Achever un livre, c’est retomber malade, retrouver un soi-même dépris d’une passion qui a tout dévoré et n’a laissé qu’un petit tison étouffé sous la cendre, et l’on reste longtemps assis devant des pages incompréhensibles, comme devant une longue lettre en chinois, adressée à personne, et mystérieusement écrite par vous, dans un autrefois inexplicable.
— Robert Lalonde, Le monde sur le flanc de la truite


Je relis ces mots de Robert Lalonde et je me dis : c’est ça, c’est très exactement ça. Il décrit là, avec une précision étourdissante, une expérience que je connais intimement. Il emploie même des termes dont certains me rappellent une de mes propres formules – chaque fois que j’ai fini un livre, après en avoir relu un trop grand nombre de fois le manuscrit ou les épreuves, je dis, inquiète, à ma grande amie, à mon compagnon, à mon éditeur, à une collègue : « J’ai fini mon livre. J’ai fini et là j’ai peur d’avoir écrit sans m’en rendre compte un truc incompréhensible, j’ai peur que ce soit écrit en chinois. »

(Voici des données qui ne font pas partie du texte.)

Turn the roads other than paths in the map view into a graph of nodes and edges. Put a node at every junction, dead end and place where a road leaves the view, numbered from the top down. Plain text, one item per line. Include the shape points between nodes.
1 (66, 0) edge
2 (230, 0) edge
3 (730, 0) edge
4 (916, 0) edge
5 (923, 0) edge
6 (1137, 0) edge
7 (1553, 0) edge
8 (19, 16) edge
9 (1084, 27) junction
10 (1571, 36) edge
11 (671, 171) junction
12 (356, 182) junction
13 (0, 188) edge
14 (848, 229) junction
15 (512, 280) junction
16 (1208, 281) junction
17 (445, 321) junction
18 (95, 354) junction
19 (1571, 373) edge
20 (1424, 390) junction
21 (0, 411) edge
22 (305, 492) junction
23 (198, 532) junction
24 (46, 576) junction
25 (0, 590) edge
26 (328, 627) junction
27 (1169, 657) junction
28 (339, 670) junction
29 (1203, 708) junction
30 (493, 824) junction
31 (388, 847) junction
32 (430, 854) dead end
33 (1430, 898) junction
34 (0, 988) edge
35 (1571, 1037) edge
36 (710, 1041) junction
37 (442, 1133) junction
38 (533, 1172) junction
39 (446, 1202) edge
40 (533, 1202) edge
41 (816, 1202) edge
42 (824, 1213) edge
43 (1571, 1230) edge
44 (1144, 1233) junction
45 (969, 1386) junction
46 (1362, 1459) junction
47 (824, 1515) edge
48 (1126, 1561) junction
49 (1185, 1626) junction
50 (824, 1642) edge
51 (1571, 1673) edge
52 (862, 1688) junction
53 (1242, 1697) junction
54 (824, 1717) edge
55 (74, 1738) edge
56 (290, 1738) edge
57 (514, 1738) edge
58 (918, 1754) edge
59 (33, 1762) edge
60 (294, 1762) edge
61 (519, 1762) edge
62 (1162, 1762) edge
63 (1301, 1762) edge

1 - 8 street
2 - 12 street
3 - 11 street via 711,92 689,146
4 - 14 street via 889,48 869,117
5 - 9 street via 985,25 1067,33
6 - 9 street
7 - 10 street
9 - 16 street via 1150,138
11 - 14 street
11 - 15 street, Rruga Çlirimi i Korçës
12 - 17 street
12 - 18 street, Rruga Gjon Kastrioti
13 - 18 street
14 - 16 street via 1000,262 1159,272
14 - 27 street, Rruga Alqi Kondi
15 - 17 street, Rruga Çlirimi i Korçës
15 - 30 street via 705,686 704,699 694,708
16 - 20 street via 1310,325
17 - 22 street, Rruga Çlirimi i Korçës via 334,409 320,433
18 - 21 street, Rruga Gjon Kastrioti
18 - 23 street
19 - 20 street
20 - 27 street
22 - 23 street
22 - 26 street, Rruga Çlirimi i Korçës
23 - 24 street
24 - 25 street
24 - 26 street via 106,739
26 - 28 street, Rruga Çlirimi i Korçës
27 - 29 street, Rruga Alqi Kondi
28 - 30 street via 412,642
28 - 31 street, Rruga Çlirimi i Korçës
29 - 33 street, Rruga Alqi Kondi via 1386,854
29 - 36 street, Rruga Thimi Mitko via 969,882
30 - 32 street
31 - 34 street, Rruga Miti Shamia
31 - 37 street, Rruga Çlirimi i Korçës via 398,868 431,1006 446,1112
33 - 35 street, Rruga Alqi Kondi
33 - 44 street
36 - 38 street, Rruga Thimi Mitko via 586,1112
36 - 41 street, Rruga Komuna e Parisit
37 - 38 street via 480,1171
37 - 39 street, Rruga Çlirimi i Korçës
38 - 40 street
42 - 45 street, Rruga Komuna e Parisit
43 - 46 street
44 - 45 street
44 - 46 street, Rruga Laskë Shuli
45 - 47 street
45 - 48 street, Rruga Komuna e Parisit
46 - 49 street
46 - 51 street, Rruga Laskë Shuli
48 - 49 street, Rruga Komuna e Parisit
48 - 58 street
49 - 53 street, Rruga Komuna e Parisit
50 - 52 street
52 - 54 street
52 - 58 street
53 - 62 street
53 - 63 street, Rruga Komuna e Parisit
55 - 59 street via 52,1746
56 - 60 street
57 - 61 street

C’est drôle, cette idée du chinois. La langue la plus éloignée de la sienne pour un·e écrivain·e francophone ? Une langue dont les idéogrammes impénétrables font fi de notre alphabet ? (Mon fils apprend le mandarin depuis cinq ans et la difficulté se confirme : une petite ligne de travers dans un idéogramme donne lieu à un sens, à une prononciation, à une accentuation qui peuvent par exemple transformer votre mère en cheval, ou l’inverse.)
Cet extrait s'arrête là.